**SOURCE INFORMATION**.
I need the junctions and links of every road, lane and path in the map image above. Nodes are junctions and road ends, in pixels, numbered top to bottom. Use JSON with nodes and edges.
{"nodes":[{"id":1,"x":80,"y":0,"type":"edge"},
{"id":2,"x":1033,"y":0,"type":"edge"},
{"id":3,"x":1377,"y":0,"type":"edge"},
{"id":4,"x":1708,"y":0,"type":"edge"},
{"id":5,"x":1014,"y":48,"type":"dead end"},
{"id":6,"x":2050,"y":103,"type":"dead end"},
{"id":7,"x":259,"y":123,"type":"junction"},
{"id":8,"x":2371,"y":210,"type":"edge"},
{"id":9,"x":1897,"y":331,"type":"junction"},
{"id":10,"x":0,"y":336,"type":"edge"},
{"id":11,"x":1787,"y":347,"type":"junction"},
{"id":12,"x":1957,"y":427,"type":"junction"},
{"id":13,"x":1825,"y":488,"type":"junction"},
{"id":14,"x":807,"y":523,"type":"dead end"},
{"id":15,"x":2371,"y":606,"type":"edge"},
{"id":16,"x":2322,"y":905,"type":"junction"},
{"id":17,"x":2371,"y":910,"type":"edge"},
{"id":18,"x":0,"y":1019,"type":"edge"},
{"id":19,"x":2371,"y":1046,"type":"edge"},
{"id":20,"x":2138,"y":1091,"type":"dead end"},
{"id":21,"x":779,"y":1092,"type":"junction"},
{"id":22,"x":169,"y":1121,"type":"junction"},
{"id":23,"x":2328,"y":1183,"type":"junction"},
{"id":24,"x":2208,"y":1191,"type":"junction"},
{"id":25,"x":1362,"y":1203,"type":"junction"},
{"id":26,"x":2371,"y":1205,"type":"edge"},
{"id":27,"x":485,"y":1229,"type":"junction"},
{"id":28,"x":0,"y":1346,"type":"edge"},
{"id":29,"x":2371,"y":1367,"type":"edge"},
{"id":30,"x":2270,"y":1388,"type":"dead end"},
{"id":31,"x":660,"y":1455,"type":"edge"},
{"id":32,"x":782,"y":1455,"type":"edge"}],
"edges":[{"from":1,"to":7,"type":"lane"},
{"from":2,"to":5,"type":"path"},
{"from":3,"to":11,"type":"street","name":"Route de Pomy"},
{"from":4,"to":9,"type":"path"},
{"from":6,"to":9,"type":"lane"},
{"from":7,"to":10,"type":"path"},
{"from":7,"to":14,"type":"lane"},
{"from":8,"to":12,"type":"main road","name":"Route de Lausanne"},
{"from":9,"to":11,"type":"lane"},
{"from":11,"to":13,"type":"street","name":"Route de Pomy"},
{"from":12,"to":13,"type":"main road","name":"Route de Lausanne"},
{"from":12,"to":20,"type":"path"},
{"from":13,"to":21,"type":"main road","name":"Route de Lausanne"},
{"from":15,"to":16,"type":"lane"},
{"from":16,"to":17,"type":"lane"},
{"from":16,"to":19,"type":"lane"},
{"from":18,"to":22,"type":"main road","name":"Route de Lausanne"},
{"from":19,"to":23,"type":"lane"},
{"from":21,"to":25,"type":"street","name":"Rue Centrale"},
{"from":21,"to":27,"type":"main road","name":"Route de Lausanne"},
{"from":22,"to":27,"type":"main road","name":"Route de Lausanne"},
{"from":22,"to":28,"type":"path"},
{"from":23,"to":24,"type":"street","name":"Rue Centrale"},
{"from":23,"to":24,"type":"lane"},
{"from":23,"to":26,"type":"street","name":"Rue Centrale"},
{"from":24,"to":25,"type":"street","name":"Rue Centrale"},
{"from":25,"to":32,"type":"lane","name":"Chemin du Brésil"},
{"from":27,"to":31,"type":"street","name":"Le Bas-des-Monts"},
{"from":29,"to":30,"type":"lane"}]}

**REQUIRED ACTION**.
Would you copy out all the entries above without changing a single character?

**RESPONSE TO THIS EXERCISE**.
I need the junctions and links of every road, lane and path in the map image above. Nodes are junctions and road ends, in pixels, numbered top to bottom. Use JSON with nodes and edges.
{"nodes":[{"id":1,"x":80,"y":0,"type":"edge"},
{"id":2,"x":1033,"y":0,"type":"edge"},
{"id":3,"x":1377,"y":0,"type":"edge"},
{"id":4,"x":1708,"y":0,"type":"edge"},
{"id":5,"x":1014,"y":48,"type":"dead end"},
{"id":6,"x":2050,"y":103,"type":"dead end"},
{"id":7,"x":259,"y":123,"type":"junction"},
{"id":8,"x":2371,"y":210,"type":"edge"},
{"id":9,"x":1897,"y":331,"type":"junction"},
{"id":10,"x":0,"y":336,"type":"edge"},
{"id":11,"x":1787,"y":347,"type":"junction"},
{"id":12,"x":1957,"y":427,"type":"junction"},
{"id":13,"x":1825,"y":488,"type":"junction"},
{"id":14,"x":807,"y":523,"type":"dead end"},
{"id":15,"x":2371,"y":606,"type":"edge"},
{"id":16,"x":2322,"y":905,"type":"junction"},
{"id":17,"x":2371,"y":910,"type":"edge"},
{"id":18,"x":0,"y":1019,"type":"edge"},
{"id":19,"x":2371,"y":1046,"type":"edge"},
{"id":20,"x":2138,"y":1091,"type":"dead end"},
{"id":21,"x":779,"y":1092,"type":"junction"},
{"id":22,"x":169,"y":1121,"type":"junction"},
{"id":23,"x":2328,"y":1183,"type":"junction"},
{"id":24,"x":2208,"y":1191,"type":"junction"},
{"id":25,"x":1362,"y":1203,"type":"junction"},
{"id":26,"x":2371,"y":1205,"type":"edge"},
{"id":27,"x":485,"y":1229,"type":"junction"},
{"id":28,"x":0,"y":1346,"type":"edge"},
{"id":29,"x":2371,"y":1367,"type":"edge"},
{"id":30,"x":2270,"y":1388,"type":"dead end"},
{"id":31,"x":660,"y":1455,"type":"edge"},
{"id":32,"x":782,"y":1455,"type":"edge"}],
"edges":[{"from":1,"to":7,"type":"lane"},
{"from":2,"to":5,"type":"path"},
{"from":3,"to":11,"type":"street","name":"Route de Pomy"},
{"from":4,"to":9,"type":"path"},
{"from":6,"to":9,"type":"lane"},
{"from":7,"to":10,"type":"path"},
{"from":7,"to":14,"type":"lane"},
{"from":8,"to":12,"type":"main road","name":"Route de Lausanne"},
{"from":9,"to":11,"type":"lane"},
{"from":11,"to":13,"type":"street","name":"Route de Pomy"},
{"from":12,"to":13,"type":"main road","name":"Route de Lausanne"},
{"from":12,"to":20,"type":"path"},
{"from":13,"to":21,"type":"main road","name":"Route de Lausanne"},
{"from":15,"to":16,"type":"lane"},
{"from":16,"to":17,"type":"lane"},
{"from":16,"to":19,"type":"lane"},
{"from":18,"to":22,"type":"main road","name":"Route de Lausanne"},
{"from":19,"to":23,"type":"lane"},
{"from":21,"to":25,"type":"street","name":"Rue Centrale"},
{"from":21,"to":27,"type":"main road","name":"Route de Lausanne"},
{"from":22,"to":27,"type":"main road","name":"Route de Lausanne"},
{"from":22,"to":28,"type":"path"},
{"from":23,"to":24,"type":"street","name":"Rue Centrale"},
{"from":23,"to":24,"type":"lane"},
{"from":23,"to":26,"type":"street","name":"Rue Centrale"},
{"from":24,"to":25,"type":"street","name":"Rue Centrale"},
{"from":25,"to":32,"type":"lane","name":"Chemin du Brésil"},
{"from":27,"to":31,"type":"street","name":"Le Bas-des-Monts"},
{"from":29,"to":30,"type":"lane"}]}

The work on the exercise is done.